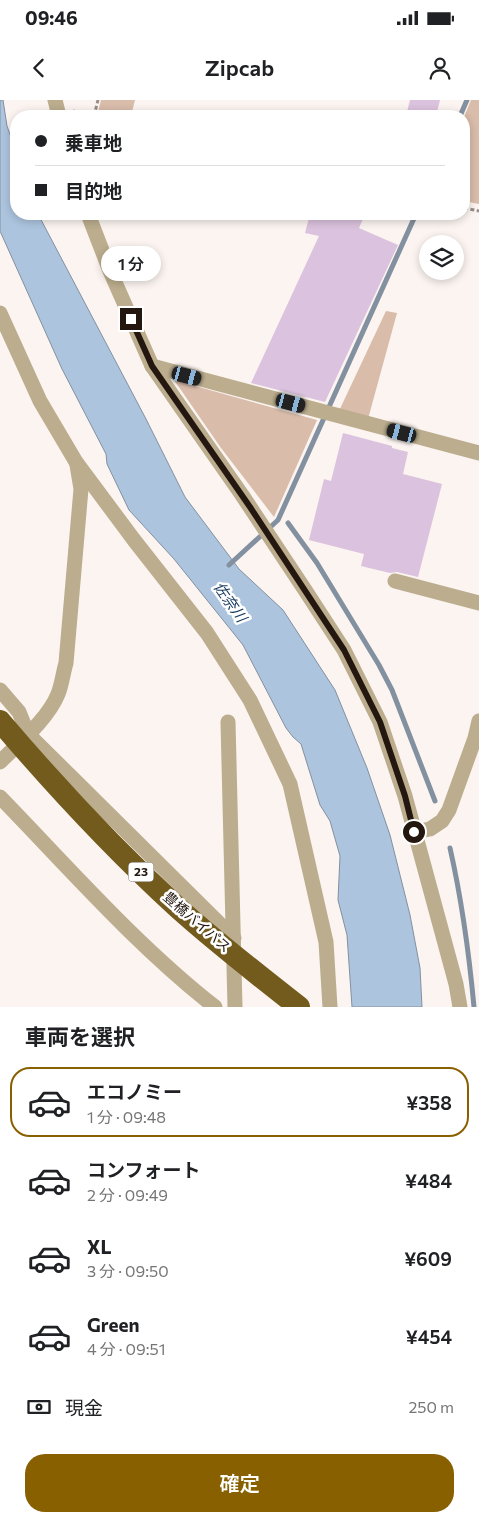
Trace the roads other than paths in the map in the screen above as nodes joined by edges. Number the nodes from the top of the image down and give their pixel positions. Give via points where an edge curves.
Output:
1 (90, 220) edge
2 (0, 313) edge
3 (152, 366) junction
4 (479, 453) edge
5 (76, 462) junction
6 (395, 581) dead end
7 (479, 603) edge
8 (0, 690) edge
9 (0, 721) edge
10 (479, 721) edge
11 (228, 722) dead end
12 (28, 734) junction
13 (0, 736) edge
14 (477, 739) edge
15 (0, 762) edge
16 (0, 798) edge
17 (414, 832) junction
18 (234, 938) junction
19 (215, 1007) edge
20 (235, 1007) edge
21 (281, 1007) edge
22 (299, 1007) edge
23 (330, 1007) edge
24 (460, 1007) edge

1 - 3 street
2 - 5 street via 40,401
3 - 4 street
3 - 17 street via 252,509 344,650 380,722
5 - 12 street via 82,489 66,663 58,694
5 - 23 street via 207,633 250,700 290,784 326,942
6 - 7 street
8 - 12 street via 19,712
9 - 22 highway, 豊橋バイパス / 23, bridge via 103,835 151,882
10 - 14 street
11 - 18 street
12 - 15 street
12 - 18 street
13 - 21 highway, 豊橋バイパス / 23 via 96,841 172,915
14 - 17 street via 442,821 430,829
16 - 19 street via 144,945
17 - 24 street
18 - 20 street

▶ _Prompt_
Your copy should match every entry above exactly and contain no pictures.

▶ _Solution below_
Trace the roads other than paths in the map in the screen above as nodes joined by edges. Number the nodes from the top of the image down and give their pixel positions. Give via points where an edge curves.
Output:
1 (90, 220) edge
2 (0, 313) edge
3 (152, 366) junction
4 (479, 453) edge
5 (76, 462) junction
6 (395, 581) dead end
7 (479, 603) edge
8 (0, 690) edge
9 (0, 721) edge
10 (479, 721) edge
11 (228, 722) dead end
12 (28, 734) junction
13 (0, 736) edge
14 (477, 739) edge
15 (0, 762) edge
16 (0, 798) edge
17 (414, 832) junction
18 (234, 938) junction
19 (215, 1007) edge
20 (235, 1007) edge
21 (281, 1007) edge
22 (299, 1007) edge
23 (330, 1007) edge
24 (460, 1007) edge

1 - 3 street
2 - 5 street via 40,401
3 - 4 street
3 - 17 street via 252,509 344,650 380,722
5 - 12 street via 82,489 66,663 58,694
5 - 23 street via 207,633 250,700 290,784 326,942
6 - 7 street
8 - 12 street via 19,712
9 - 22 highway, 豊橋バイパス / 23, bridge via 103,835 151,882
10 - 14 street
11 - 18 street
12 - 15 street
12 - 18 street
13 - 21 highway, 豊橋バイパス / 23 via 96,841 172,915
14 - 17 street via 442,821 430,829
16 - 19 street via 144,945
17 - 24 street
18 - 20 street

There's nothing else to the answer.